Seoul, South Korea
I’ve had such a strange path this last month: gritty, sweaty Cambodia to modern, cold Australia, the bright-lights-big-city atmosphere of Korea to the mosaic of culture that is Singapore. I’ve only been here for a day and a half now but already I can see what a mix of its surrounding nations it is; walking around Little India I could swear I really was in India (albeit a much cleaner one), with its multitude of curry restaurants, shops selling bindis, bangles, and kohl, and women draped in colourful saris. And yet last night, in the Singapore Flyer overlooking the city, I could swear I was in a city like Hong Kong, with its brightly lit waterfront, slick buildings, and wide highways. Tonight, I will head to Chinatown, for a dose of yet another of Singapore’s many faces, and after that, I will head to Raffles Hotel, the birthplace of the Singapore Sling.

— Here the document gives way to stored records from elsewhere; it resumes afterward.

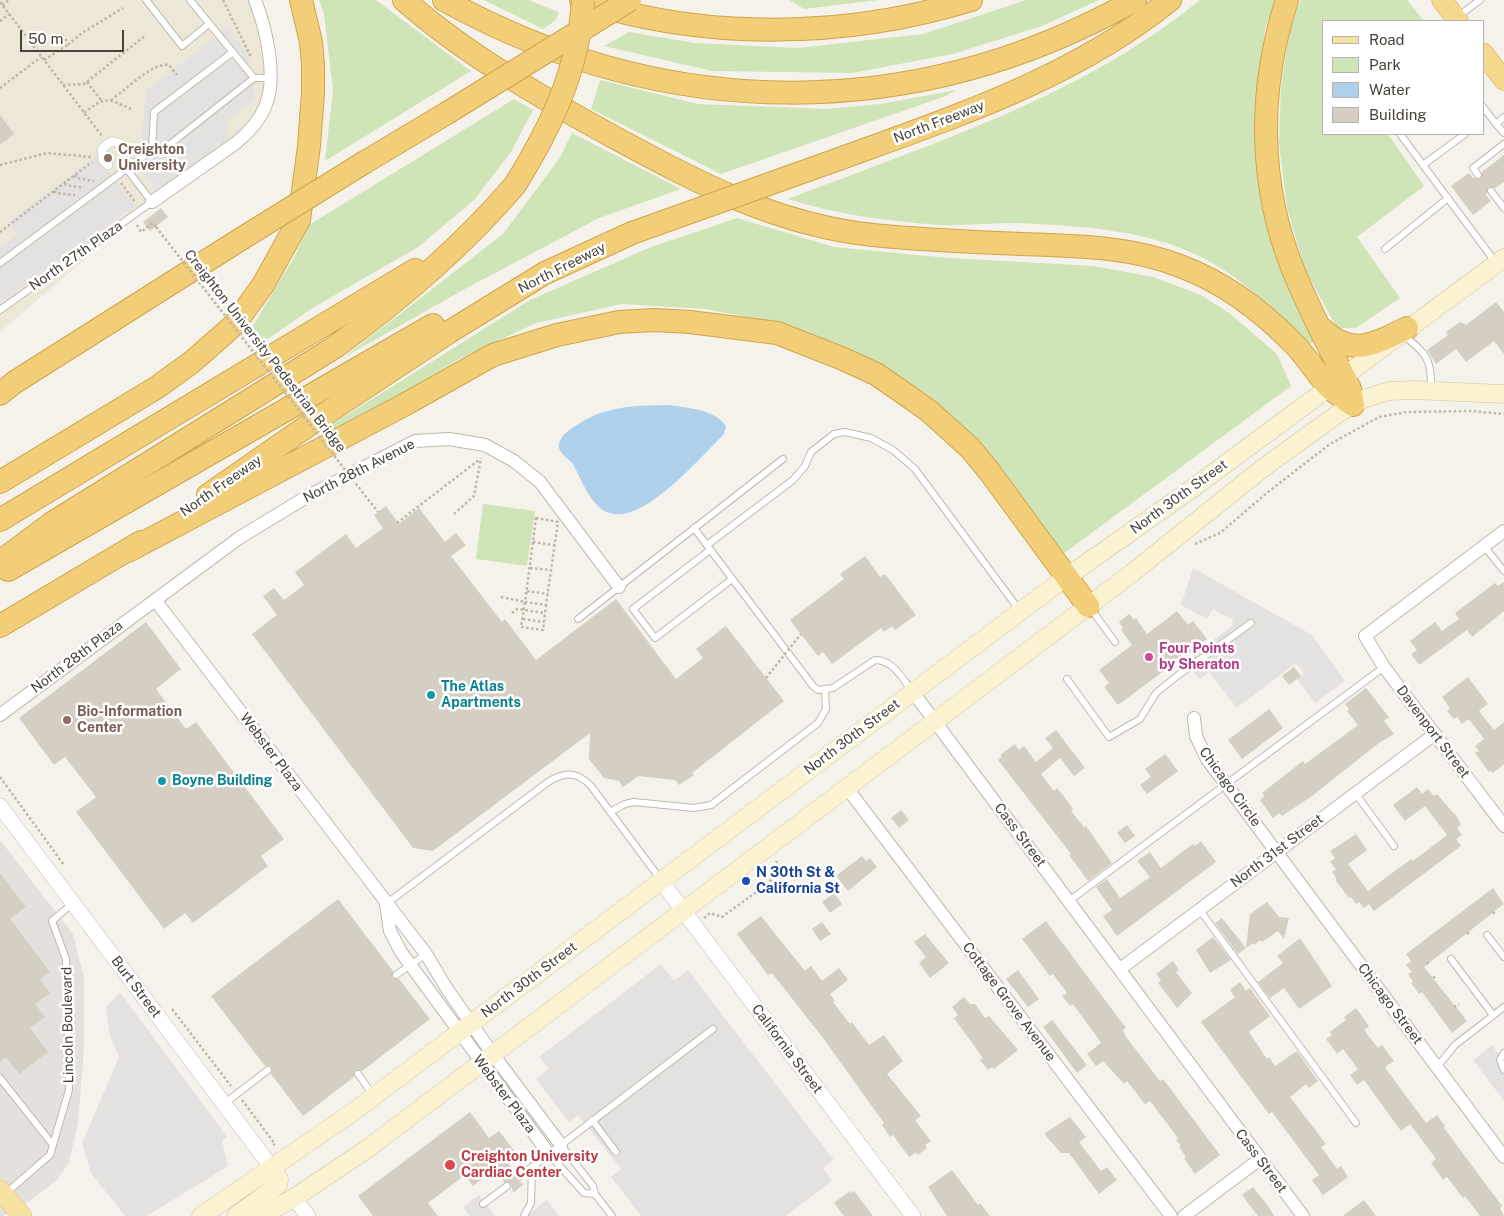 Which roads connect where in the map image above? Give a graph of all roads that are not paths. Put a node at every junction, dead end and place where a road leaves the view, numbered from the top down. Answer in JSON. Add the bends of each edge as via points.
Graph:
{"nodes":[{"id":1,"x":146,"y":0,"type":"edge"},
{"id":2,"x":190,"y":0,"type":"edge"},
{"id":3,"x":256,"y":0,"type":"edge"},
{"id":4,"x":302,"y":0,"type":"edge"},
{"id":5,"x":404,"y":0,"type":"edge"},
{"id":6,"x":444,"y":0,"type":"edge"},
{"id":7,"x":582,"y":0,"type":"edge"},
{"id":8,"x":630,"y":0,"type":"edge"},
{"id":9,"x":971,"y":0,"type":"edge"},
{"id":10,"x":1134,"y":0,"type":"edge"},
{"id":11,"x":1170,"y":0,"type":"edge"},
{"id":12,"x":1287,"y":0,"type":"edge"},
{"id":13,"x":1442,"y":0,"type":"edge"},
{"id":14,"x":1480,"y":0,"type":"edge"},
{"id":15,"x":1457,"y":20,"type":"edge"},
{"id":16,"x":210,"y":24,"type":"junction"},
{"id":17,"x":233,"y":52,"type":"junction"},
{"id":18,"x":1484,"y":54,"type":"edge"},
{"id":19,"x":270,"y":75,"type":"junction"},
{"id":20,"x":254,"y":78,"type":"junction"},
{"id":21,"x":1504,"y":80,"type":"edge"},
{"id":22,"x":1484,"y":108,"type":"edge"},
{"id":23,"x":1489,"y":115,"type":"junction"},
{"id":24,"x":1504,"y":117,"type":"edge"},
{"id":25,"x":1484,"y":119,"type":"edge"},
{"id":26,"x":1496,"y":124,"type":"junction"},
{"id":27,"x":1504,"y":133,"type":"edge"},
{"id":28,"x":1403,"y":135,"type":"edge"},
{"id":29,"x":1463,"y":135,"type":"edge"},
{"id":30,"x":1501,"y":146,"type":"edge"},
{"id":31,"x":126,"y":149,"type":"dead end"},
{"id":32,"x":152,"y":150,"type":"junction"},
{"id":33,"x":1504,"y":156,"type":"edge"},
{"id":34,"x":1486,"y":158,"type":"junction"},
{"id":35,"x":108,"y":165,"type":"dead end"},
{"id":36,"x":1423,"y":165,"type":"junction"},
{"id":37,"x":1491,"y":165,"type":"dead end"},
{"id":38,"x":126,"y":168,"type":"junction"},
{"id":39,"x":1478,"y":175,"type":"dead end"},
{"id":40,"x":1491,"y":192,"type":"dead end"},
{"id":41,"x":1448,"y":198,"type":"junction"},
{"id":42,"x":152,"y":202,"type":"junction"},
{"id":43,"x":1504,"y":208,"type":"edge"},
{"id":44,"x":475,"y":228,"type":"junction"},
{"id":45,"x":1385,"y":249,"type":"dead end"},
{"id":46,"x":1500,"y":261,"type":"edge"},
{"id":47,"x":0,"y":263,"type":"edge"},
{"id":48,"x":545,"y":273,"type":"junction"},
{"id":49,"x":0,"y":310,"type":"edge"},
{"id":50,"x":1319,"y":326,"type":"junction"},
{"id":51,"x":1404,"y":331,"type":"junction"},
{"id":52,"x":1336,"y":382,"type":"junction"},
{"id":53,"x":5,"y":389,"type":"edge"},
{"id":54,"x":1431,"y":390,"type":"junction"},
{"id":55,"x":1504,"y":394,"type":"edge"},
{"id":56,"x":1354,"y":405,"type":"junction"},
{"id":57,"x":783,"y":459,"type":"dead end"},
{"id":58,"x":0,"y":482,"type":"edge"},
{"id":59,"x":0,"y":520,"type":"edge"},
{"id":60,"x":694,"y":528,"type":"junction"},
{"id":61,"x":1504,"y":531,"type":"edge"},
{"id":62,"x":1484,"y":546,"type":"junction"},
{"id":63,"x":708,"y":547,"type":"junction"},
{"id":64,"x":128,"y":551,"type":"junction"},
{"id":65,"x":0,"y":562,"type":"edge"},
{"id":66,"x":1504,"y":571,"type":"edge"},
{"id":67,"x":0,"y":575,"type":"edge"},
{"id":68,"x":1067,"y":577,"type":"junction"},
{"id":69,"x":732,"y":579,"type":"junction"},
{"id":70,"x":619,"y":587,"type":"junction"},
{"id":71,"x":155,"y":600,"type":"junction"},
{"id":72,"x":1088,"y":606,"type":"junction"},
{"id":73,"x":1021,"y":612,"type":"junction"},
{"id":74,"x":578,"y":619,"type":"dead end"},
{"id":75,"x":1251,"y":623,"type":"dead end"},
{"id":76,"x":0,"y":626,"type":"edge"},
{"id":77,"x":1116,"y":642,"type":"dead end"},
{"id":78,"x":1384,"y":667,"type":"junction"},
{"id":79,"x":1067,"y":679,"type":"dead end"},
{"id":80,"x":825,"y":691,"type":"junction"},
{"id":81,"x":913,"y":692,"type":"junction"},
{"id":82,"x":0,"y":715,"type":"edge"},
{"id":83,"x":1194,"y":718,"type":"dead end"},
{"id":84,"x":935,"y":721,"type":"junction"},
{"id":85,"x":1434,"y":734,"type":"junction"},
{"id":86,"x":1226,"y":784,"type":"junction"},
{"id":87,"x":847,"y":788,"type":"junction"},
{"id":88,"x":1355,"y":793,"type":"junction"},
{"id":89,"x":0,"y":806,"type":"edge"},
{"id":90,"x":1499,"y":808,"type":"edge"},
{"id":91,"x":610,"y":812,"type":"junction"},
{"id":92,"x":1504,"y":826,"type":"edge"},
{"id":93,"x":1394,"y":846,"type":"dead end"},
{"id":94,"x":1277,"y":851,"type":"junction"},
{"id":95,"x":661,"y":882,"type":"junction"},
{"id":96,"x":1069,"y":901,"type":"junction"},
{"id":97,"x":73,"y":903,"type":"junction"},
{"id":98,"x":386,"y":904,"type":"junction"},
{"id":99,"x":1199,"y":910,"type":"junction"},
{"id":100,"x":683,"y":911,"type":"junction"},
{"id":101,"x":1487,"y":935,"type":"dead end"},
{"id":102,"x":426,"y":954,"type":"junction"},
{"id":103,"x":1504,"y":957,"type":"edge"},
{"id":104,"x":1451,"y":959,"type":"dead end"},
{"id":105,"x":410,"y":965,"type":"junction"},
{"id":106,"x":1120,"y":969,"type":"junction"},
{"id":107,"x":396,"y":975,"type":"dead end"},
{"id":108,"x":1504,"y":1007,"type":"edge"},
{"id":109,"x":1493,"y":1016,"type":"junction"},
{"id":110,"x":465,"y":1028,"type":"junction"},
{"id":111,"x":713,"y":1029,"type":"dead end"},
{"id":112,"x":1504,"y":1053,"type":"edge"},
{"id":113,"x":486,"y":1058,"type":"junction"},
{"id":114,"x":1437,"y":1067,"type":"junction"},
{"id":115,"x":268,"y":1070,"type":"dead end"},
{"id":116,"x":1504,"y":1070,"type":"edge"},
{"id":117,"x":358,"y":1074,"type":"dead end"},
{"id":118,"x":0,"y":1078,"type":"edge"},
{"id":119,"x":374,"y":1096,"type":"junction"},
{"id":120,"x":224,"y":1104,"type":"junction"},
{"id":121,"x":592,"y":1120,"type":"junction"},
{"id":122,"x":1356,"y":1123,"type":"dead end"},
{"id":123,"x":53,"y":1145,"type":"junction"},
{"id":124,"x":561,"y":1145,"type":"junction"},
{"id":125,"x":616,"y":1152,"type":"dead end"},
{"id":126,"x":549,"y":1154,"type":"junction"},
{"id":127,"x":1504,"y":1157,"type":"edge"},
{"id":128,"x":1260,"y":1159,"type":"junction"},
{"id":129,"x":532,"y":1167,"type":"junction"},
{"id":130,"x":272,"y":1168,"type":"junction"},
{"id":131,"x":519,"y":1177,"type":"dead end"},
{"id":132,"x":507,"y":1186,"type":"dead end"},
{"id":133,"x":2,"y":1193,"type":"edge"},
{"id":134,"x":595,"y":1194,"type":"junction"},
{"id":135,"x":294,"y":1198,"type":"junction"},
{"id":136,"x":483,"y":1204,"type":"dead end"},
{"id":137,"x":22,"y":1216,"type":"edge"},
{"id":138,"x":201,"y":1216,"type":"edge"},
{"id":139,"x":236,"y":1216,"type":"edge"},
{"id":140,"x":261,"y":1216,"type":"edge"},
{"id":141,"x":308,"y":1216,"type":"edge"},
{"id":142,"x":524,"y":1216,"type":"edge"},
{"id":143,"x":612,"y":1216,"type":"edge"},
{"id":144,"x":913,"y":1216,"type":"edge"},
{"id":145,"x":1171,"y":1216,"type":"edge"},
{"id":146,"x":1184,"y":1216,"type":"edge"},
{"id":147,"x":1303,"y":1216,"type":"edge"}],
"edges":[{"from":1,"to":16,"type":"lane","via":[[182,46]]},
{"from":2,"to":16,"type":"lane"},
{"from":3,"to":19,"type":"street","via":[[268,47]]},
{"from":4,"to":58,"type":"highway","via":[[313,64],[309,146],[299,220],[263,285],[234,325],[192,362],[156,388]]},
{"from":5,"to":52,"type":"highway","via":[[532,91],[738,201],[802,221],[868,234],[1093,248],[1155,258],[1181,266],[1246,302]]},
{"from":6,"to":10,"type":"highway","via":[[536,44],[629,74],[716,89],[803,93],[904,84],[979,67],[1049,43]]},
{"from":7,"to":9,"type":"highway","via":[[624,12],[681,22],[789,29],[879,20]]},
{"from":7,"to":44,"type":"highway","bridge":true,"via":[[572,67],[562,99],[541,144],[515,185]]},
{"from":8,"to":53,"type":"highway","bridge":true,"via":[[241,239]]},
{"from":11,"to":48,"type":"highway","name":"North Freeway","bridge":true,"via":[[1094,51],[1026,87],[951,118],[632,233]]},
{"from":12,"to":50,"type":"highway","via":[[1271,56],[1265,145],[1274,210],[1282,240]]},
{"from":13,"to":15,"type":"highway"},
{"from":14,"to":15,"type":"lane"},
{"from":16,"to":17,"type":"lane"},
{"from":17,"to":20,"type":"lane"},
{"from":17,"to":32,"type":"lane","via":[[154,112]]},
{"from":18,"to":21,"type":"highway"},
{"from":19,"to":20,"type":"lane"},
{"from":19,"to":42,"type":"street","via":[[265,107],[249,132]]},
{"from":20,"to":32,"type":"lane","via":[[164,149]]},
{"from":22,"to":23,"type":"lane"},
{"from":23,"to":25,"type":"lane"},
{"from":23,"to":26,"type":"lane"},
{"from":24,"to":26,"type":"lane"},
{"from":26,"to":27,"type":"lane"},
{"from":28,"to":36,"type":"lane"},
{"from":29,"to":36,"type":"lane"},
{"from":30,"to":33,"type":"lane"},
{"from":30,"to":34,"type":"lane"},
{"from":31,"to":35,"type":"street","via":[[121,143],[107,143],[102,148],[103,160]]},
{"from":32,"to":38,"type":"lane"},
{"from":34,"to":37,"type":"lane"},
{"from":34,"to":39,"type":"lane","via":[[1473,168]]},
{"from":36,"to":41,"type":"lane"},
{"from":38,"to":42,"type":"lane"},
{"from":38,"to":47,"type":"lane"},
{"from":40,"to":43,"type":"lane"},
{"from":41,"to":45,"type":"lane"},
{"from":41,"to":46,"type":"lane"},
{"from":42,"to":49,"type":"lane","name":"North 27th Plaza"},
{"from":44,"to":59,"type":"highway","via":[[418,268]]},
{"from":44,"to":65,"type":"highway","via":[[410,289],[335,346],[52,523]]},
{"from":46,"to":51,"type":"main road","name":"North 30th Street"},
{"from":48,"to":64,"type":"highway","name":"North Freeway","via":[[313,422]]},
{"from":48,"to":67,"type":"highway","via":[[456,313]]},
{"from":50,"to":51,"type":"highway","via":[[1340,343],[1365,347]]},
{"from":50,"to":52,"type":"highway"},
{"from":51,"to":52,"type":"main road","name":"North 30th Street"},
{"from":51,"to":54,"type":"lane","via":[[1430,363]]},
{"from":52,"to":56,"type":"highway"},
{"from":52,"to":68,"type":"main road","name":"North 30th Street"},
{"from":54,"to":55,"type":"main road"},
{"from":54,"to":56,"type":"main road","via":[[1389,392]]},
{"from":56,"to":72,"type":"main road","name":"North 30th Street","via":[[1263,468]]},
{"from":57,"to":60,"type":"lane"},
{"from":60,"to":63,"type":"lane"},
{"from":60,"to":70,"type":"lane"},
{"from":61,"to":62,"type":"street"},
{"from":62,"to":66,"type":"lane"},
{"from":62,"to":78,"type":"street","name":"Davenport Street","via":[[1365,636]]},
{"from":63,"to":69,"type":"lane"},
{"from":63,"to":69,"type":"lane","via":[[633,609],[655,638]]},
{"from":63,"to":73,"type":"lane","via":[[793,480],[805,466],[810,452],[834,434],[845,432],[871,438],[893,450],[915,469]]},
{"from":64,"to":68,"type":"highway","via":[[493,355],[557,334],[618,322],[655,320],[777,333],[876,374],[929,411],[970,448]]},
{"from":64,"to":76,"type":"highway","name":"North Freeway"},
{"from":68,"to":72,"type":"highway"},
{"from":68,"to":73,"type":"main road","name":"North 30th Street"},
{"from":69,"to":80,"type":"lane","via":[[813,686]]},
{"from":70,"to":71,"type":"street","name":"North 28th Avenue","via":[[540,482],[514,461],[485,445],[448,439],[415,441],[308,496],[248,532]]},
{"from":70,"to":74,"type":"lane"},
{"from":71,"to":82,"type":"street","name":"North 28th Plaza"},
{"from":71,"to":98,"type":"street","name":"Webster Plaza"},
{"from":72,"to":77,"type":"lane"},
{"from":72,"to":84,"type":"main road","name":"North 30th Street"},
{"from":73,"to":81,"type":"main road","name":"North 30th Street"},
{"from":75,"to":79,"type":"lane","via":[[1176,676],[1156,693],[1140,719],[1109,737]]},
{"from":78,"to":85,"type":"street","name":"Davenport Street"},
{"from":78,"to":86,"type":"lane"},
{"from":80,"to":81,"type":"lane","name":"Cass Street","via":[[875,660],[891,665]]},
{"from":80,"to":91,"type":"lane","via":[[826,709],[818,723],[711,805],[694,808],[634,802]]},
{"from":81,"to":84,"type":"street","name":"Cass Street"},
{"from":81,"to":95,"type":"main road","name":"North 30th Street"},
{"from":83,"to":86,"type":"street","name":"Chicago Circle","via":[[1199,744]]},
{"from":84,"to":87,"type":"main road","name":"North 30th Street"},
{"from":84,"to":96,"type":"street","name":"Cass Street"},
{"from":85,"to":88,"type":"street","name":"North 31st Street"},
{"from":85,"to":90,"type":"street","name":"Davenport Street"},
{"from":86,"to":94,"type":"street","name":"Chicago Circle"},
{"from":86,"to":96,"type":"lane"},
{"from":87,"to":100,"type":"main road","name":"North 30th Street"},
{"from":87,"to":145,"type":"street","name":"Cottage Grove Avenue"},
{"from":88,"to":93,"type":"lane"},
{"from":88,"to":94,"type":"street","name":"North 31st Street"},
{"from":89,"to":97,"type":"street","name":"Burt Street"},
{"from":90,"to":92,"type":"street","name":"Davenport Street"},
{"from":91,"to":95,"type":"lane"},
{"from":91,"to":98,"type":"lane","via":[[586,780],[573,774],[563,775],[548,782]]},
{"from":94,"to":99,"type":"street","name":"North 31st Street"},
{"from":94,"to":114,"type":"street","name":"Chicago Street"},
{"from":95,"to":100,"type":"street","name":"California Street"},
{"from":95,"to":110,"type":"main road","name":"North 30th Street"},
{"from":96,"to":106,"type":"street","name":"Cass Street"},
{"from":97,"to":120,"type":"street","name":"Burt Street"},
{"from":97,"to":123,"type":"lane","name":"Lincoln Boulevard","via":[[52,921],[66,959],[69,1081]]},
{"from":98,"to":102,"type":"street","name":"Webster Plaza"},
{"from":98,"to":105,"type":"street","name":"Webster Plaza","via":[[390,931]]},
{"from":99,"to":106,"type":"street","name":"North 31st Street"},
{"from":99,"to":122,"type":"lane"},
{"from":100,"to":113,"type":"main road","name":"North 30th Street"},
{"from":100,"to":144,"type":"street","name":"California Street"},
{"from":101,"to":103,"type":"lane"},
{"from":102,"to":105,"type":"lane"},
{"from":102,"to":110,"type":"street","name":"Webster Plaza"},
{"from":104,"to":109,"type":"lane"},
{"from":105,"to":107,"type":"lane"},
{"from":105,"to":110,"type":"street","name":"Webster Plaza"},
{"from":106,"to":128,"type":"street","name":"Cass Street"},
{"from":108,"to":109,"type":"lane"},
{"from":109,"to":114,"type":"lane","via":[[1455,1045]]},
{"from":110,"to":113,"type":"street","name":"Webster Plaza"},
{"from":110,"to":119,"type":"main road","name":"North 30th Street"},
{"from":111,"to":121,"type":"lane"},
{"from":112,"to":116,"type":"lane","via":[[1500,1060]]},
{"from":113,"to":124,"type":"street","name":"Webster Plaza"},
{"from":113,"to":126,"type":"street","name":"Webster Plaza"},
{"from":113,"to":135,"type":"main road","name":"North 30th Street","via":[[367,1149]]},
{"from":114,"to":127,"type":"street","name":"Chicago Street"},
{"from":115,"to":120,"type":"lane"},
{"from":117,"to":119,"type":"lane"},
{"from":118,"to":123,"type":"lane"},
{"from":119,"to":130,"type":"main road","name":"North 30th Street"},
{"from":120,"to":130,"type":"street","name":"Burt Street"},
{"from":121,"to":124,"type":"lane"},
{"from":121,"to":125,"type":"lane"},
{"from":123,"to":133,"type":"lane","name":"Lincoln Boulevard","via":[[50,1155]]},
{"from":124,"to":126,"type":"lane"},
{"from":124,"to":134,"type":"lane","via":[[593,1186]]},
{"from":126,"to":129,"type":"lane"},
{"from":126,"to":134,"type":"lane","via":[[584,1193]]},
{"from":128,"to":146,"type":"street"},
{"from":128,"to":147,"type":"street","name":"Cass Street"},
{"from":129,"to":131,"type":"lane"},
{"from":129,"to":142,"type":"lane","via":[[531,1203]]},
{"from":130,"to":138,"type":"main road","name":"North 30th Street"},
{"from":130,"to":139,"type":"main road","via":[[279,1179],[278,1186]]},
{"from":132,"to":136,"type":"lane"},
{"from":133,"to":137,"type":"main road"},
{"from":134,"to":143,"type":"lane"},
{"from":135,"to":140,"type":"main road","name":"North 30th Street"},
{"from":135,"to":141,"type":"street"}]}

Perhaps a more responsible backpacker than myself would consider forking out S$25 to be a complete waste of money for a common drink, but it’s one of those things, you know, one of those things you talk about years down the line when someone orders a Singapore Sling in a little bar in Canada or Thailand or Brazil or wherever and you say, “You know, once I had a Singapore Sling at Raffles Hotel in Singapore, the drink’s birthplace.”
I love those things. I live for those things.